Highly Reproducible Quaternary Quantized Conductance States in Organic Resistive Switches for Multilevel Memory Applications
Arti Bisht a b, Ajeet Kumar a b
a CSIR-National Physical Laboratory, Dr. K. S. Krishnan Marg, Delhi 110012
b Academy of Scientific and Innovative Research (AcSIR), Ghaziabad-201002, India
Proceedings of Neuronics Conference (Neuronics)
València, Spain, 2024 February 21st - 23rd
Organizers: Sabina Spiga and Juan Bisquert
Oral, Arti Bisht, presentation 001
DOI: https://doi.org/10.29363/nanoge.neuronics.2024.001
Publication date: 18th December 2023

Memristor-based multi-level memory systems are gradually breaking through the limitations of traditional binary logic systems in terms of critical figures of merit, such as low power operation, operating speed, and circuit complexity. Logic gates and functions have been demonstrated in various ways, confirming their potential as a useful emerging computing device. However, stateful logic's spatio-temporal efficiency is not good enough to supplant traditional computing technologies due to the random formation of conducting filament (CF). We present inter-quantized conductance (QC)-state switching in a highly reproducible and stable quaternary QC-state memristor based on Al/iPrP-PDI/ITO. Memristor shows excellent bipolar switching performance of high continuous cycling with large ON/OFF ratios and long retention time with low operating voltages, as well as being remarkably reproducible over two years. The switching parameters' temporal and spatial variability was studied using 880 cycles across ten devices and found to be highly reproducible [1]. Furthermore, during SET/RESET cycles, discrete quantized conductance states were detected in I-V traces due to the development of atomic point contacts in the conducting filaments. Compliance current (Ic) and stop voltage (Vs) were used to control the CF. QC states were analyzed statistically, and three distinguished QC states, i.e., 1G0± 0.5G0, 3.5G0± 0.5G0, 7.5G0± 0.5G0, were found to be reproducibly available as stable memory levels. Controllable interstate switching among these QC states was also observed. Control on various switching configurations, such as switching ON to different QC-states, switching OFF from QC, and controlled inter-state switching from one QC-state to another, has been demonstrated by imposing current compliance and stop-voltage, showing potential for implementation in multi-level logic.

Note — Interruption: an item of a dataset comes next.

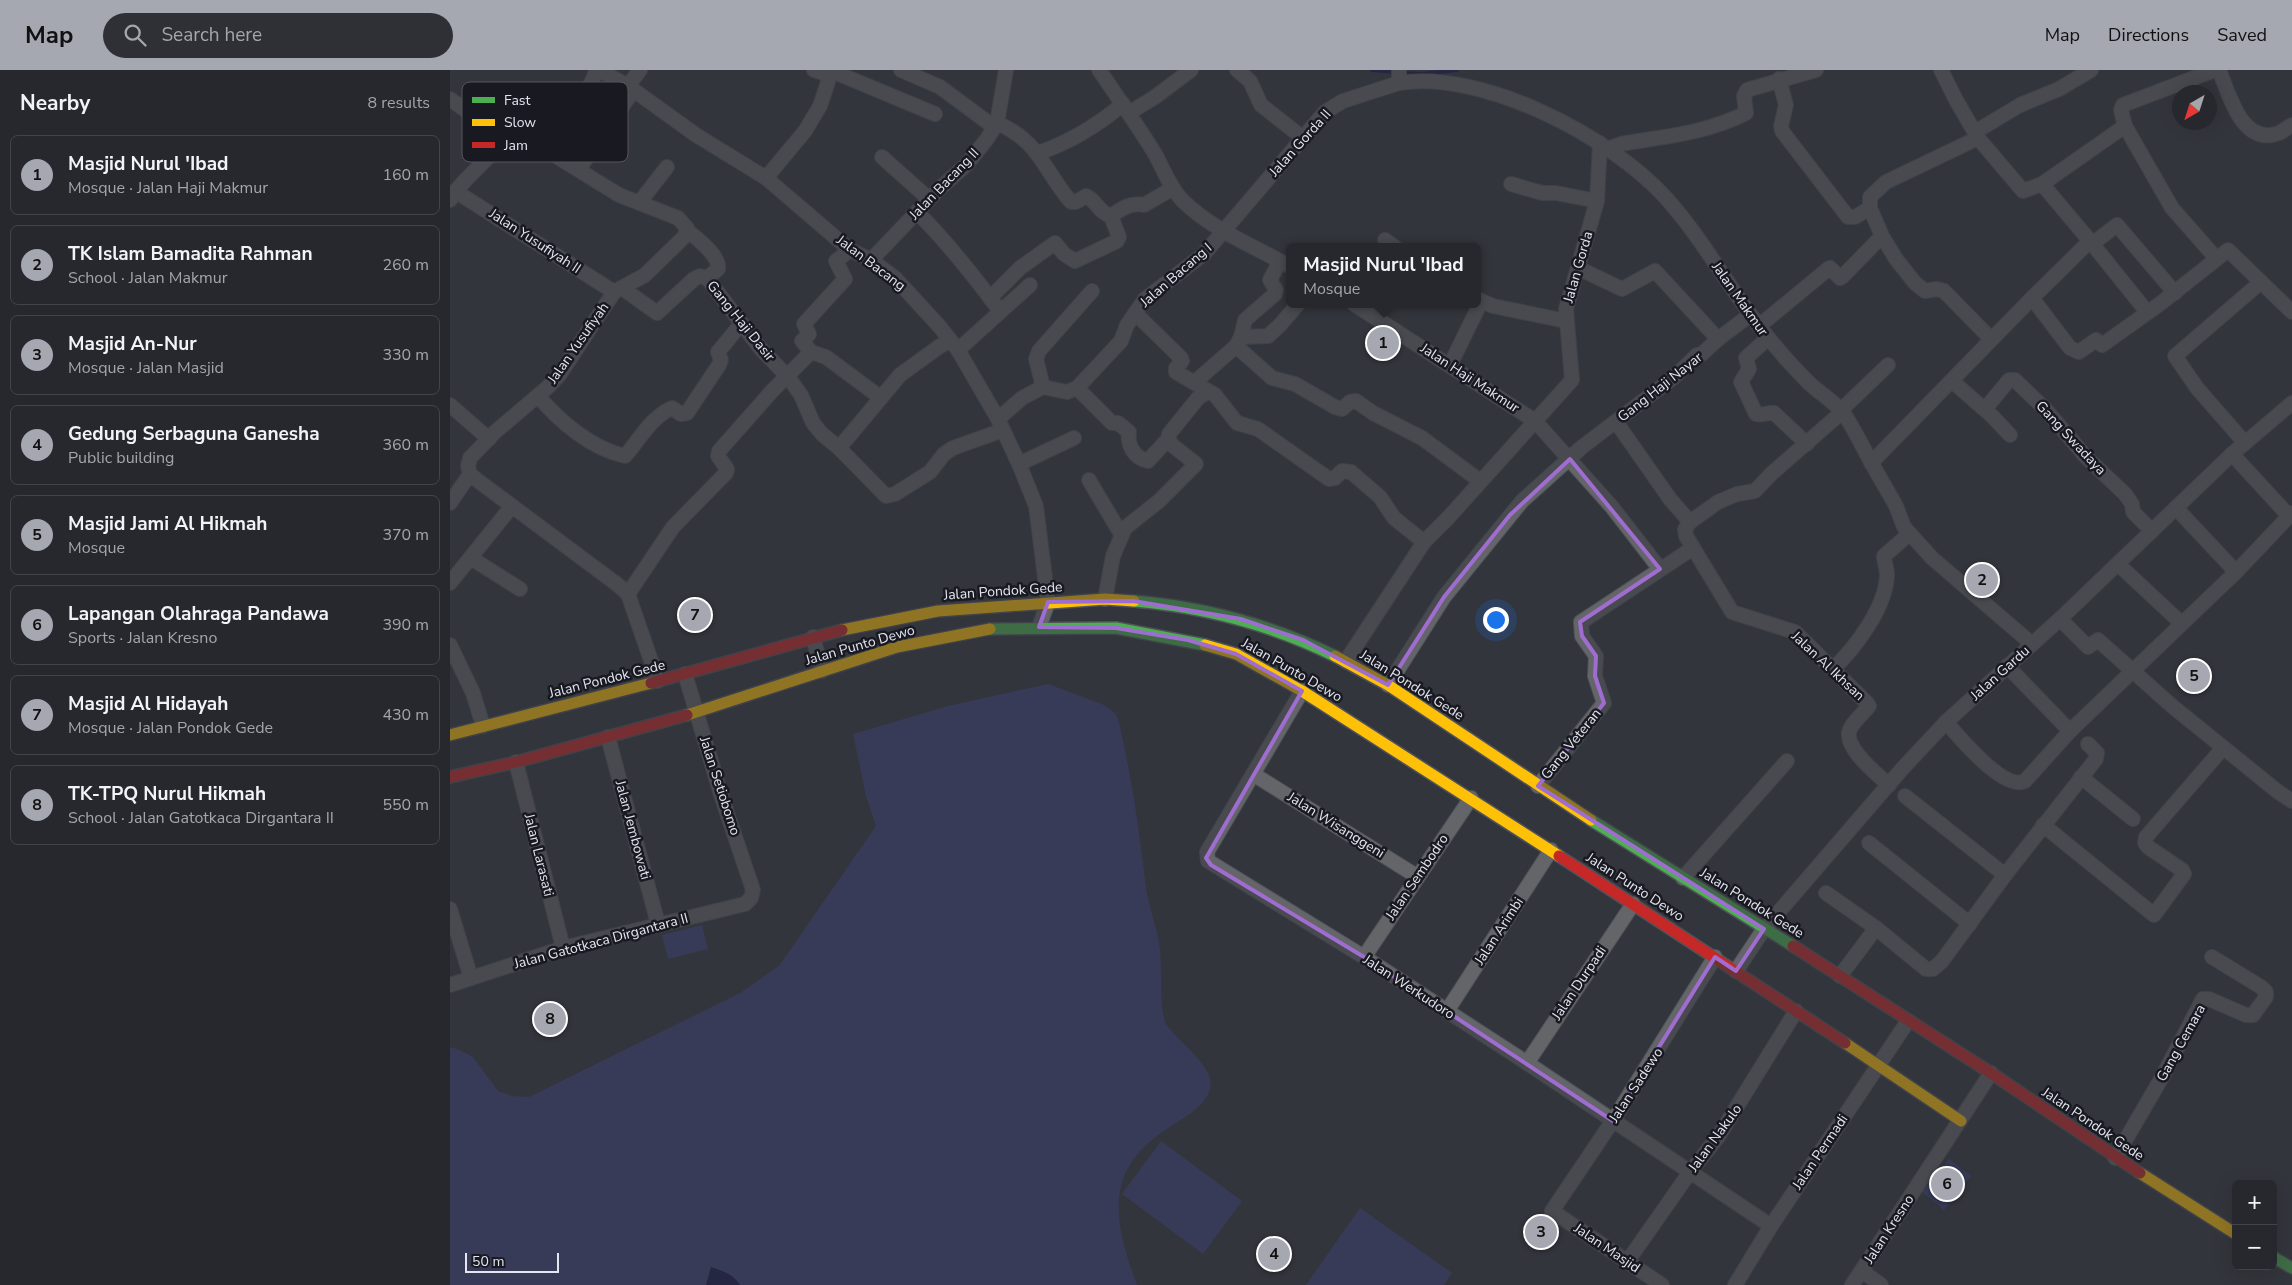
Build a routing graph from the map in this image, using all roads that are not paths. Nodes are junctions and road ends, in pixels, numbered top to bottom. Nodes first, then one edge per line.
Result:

Overall, iPrP-PDI has the potential to be an excellent choice for durable, high-performance, and highly dense multi-level memory devices for practical applications.

Keywords: Quantized conductance; organic semiconductors; isopropyl phenyl-Perylenediimide(iPrP-PDI); multi-level memory; inter-state switching.

The author AB would like to acknowledge the Department of Science and Technology INSPIRE program for providing the research fellowship.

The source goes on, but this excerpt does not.